RECORDS PROVIDED >>
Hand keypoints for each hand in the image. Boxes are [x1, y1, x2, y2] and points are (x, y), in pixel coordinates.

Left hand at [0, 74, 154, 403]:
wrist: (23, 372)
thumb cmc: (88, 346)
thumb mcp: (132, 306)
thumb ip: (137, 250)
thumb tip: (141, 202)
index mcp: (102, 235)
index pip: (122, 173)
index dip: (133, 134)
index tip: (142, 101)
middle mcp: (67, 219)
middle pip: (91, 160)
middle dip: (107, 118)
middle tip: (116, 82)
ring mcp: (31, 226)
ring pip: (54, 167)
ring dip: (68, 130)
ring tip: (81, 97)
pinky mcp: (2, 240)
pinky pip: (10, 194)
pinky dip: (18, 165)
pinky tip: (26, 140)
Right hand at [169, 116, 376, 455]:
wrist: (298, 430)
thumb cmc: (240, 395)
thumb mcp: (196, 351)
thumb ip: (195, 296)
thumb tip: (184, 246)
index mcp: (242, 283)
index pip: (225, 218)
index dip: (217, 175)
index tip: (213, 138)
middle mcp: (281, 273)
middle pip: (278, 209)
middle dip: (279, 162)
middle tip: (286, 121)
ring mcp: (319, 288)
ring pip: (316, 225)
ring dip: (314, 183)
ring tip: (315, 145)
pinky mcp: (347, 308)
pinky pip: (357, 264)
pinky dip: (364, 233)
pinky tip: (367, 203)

WHAT IS BEING ASKED >> Reproduce exactly the lines from the one containing "thumb cmc: (88, 346)" through the last line of the records, both included, and nothing else.

TASK ANSWER >>
thumb cmc: (88, 346)
thumb mcp: (132, 306)
thumb ip: (137, 250)
thumb tip: (141, 202)
index mcp: (102, 235)
index pip: (122, 173)
index dip: (133, 134)
index tip: (142, 101)
middle mcp: (67, 219)
middle pip: (91, 160)
middle dip: (107, 118)
middle tip: (116, 82)
ring mcp: (31, 226)
ring pip: (54, 167)
ring dip: (68, 130)
ring tip: (81, 97)
pinky mcp: (2, 240)
pinky pip: (10, 194)
pinky dip: (18, 165)
pinky tip: (26, 140)
Right hand at [169, 116, 376, 455]:
wrist: (298, 430)
thumb cmc: (240, 395)
thumb mcp: (196, 351)
thumb ip: (195, 296)
thumb tip: (184, 246)
index mcp: (242, 283)
index pip: (225, 218)
index dip: (217, 175)
index tip: (213, 138)
middle mcp: (281, 273)
middle pip: (278, 209)
middle dip: (279, 162)
middle tip: (286, 121)
ring mcp: (319, 288)
ring pip: (316, 225)
ring dip: (314, 183)
ring tip: (315, 145)
pinky mcp: (347, 308)
pinky pip: (357, 264)
pinky dip: (364, 233)
pinky tip: (367, 203)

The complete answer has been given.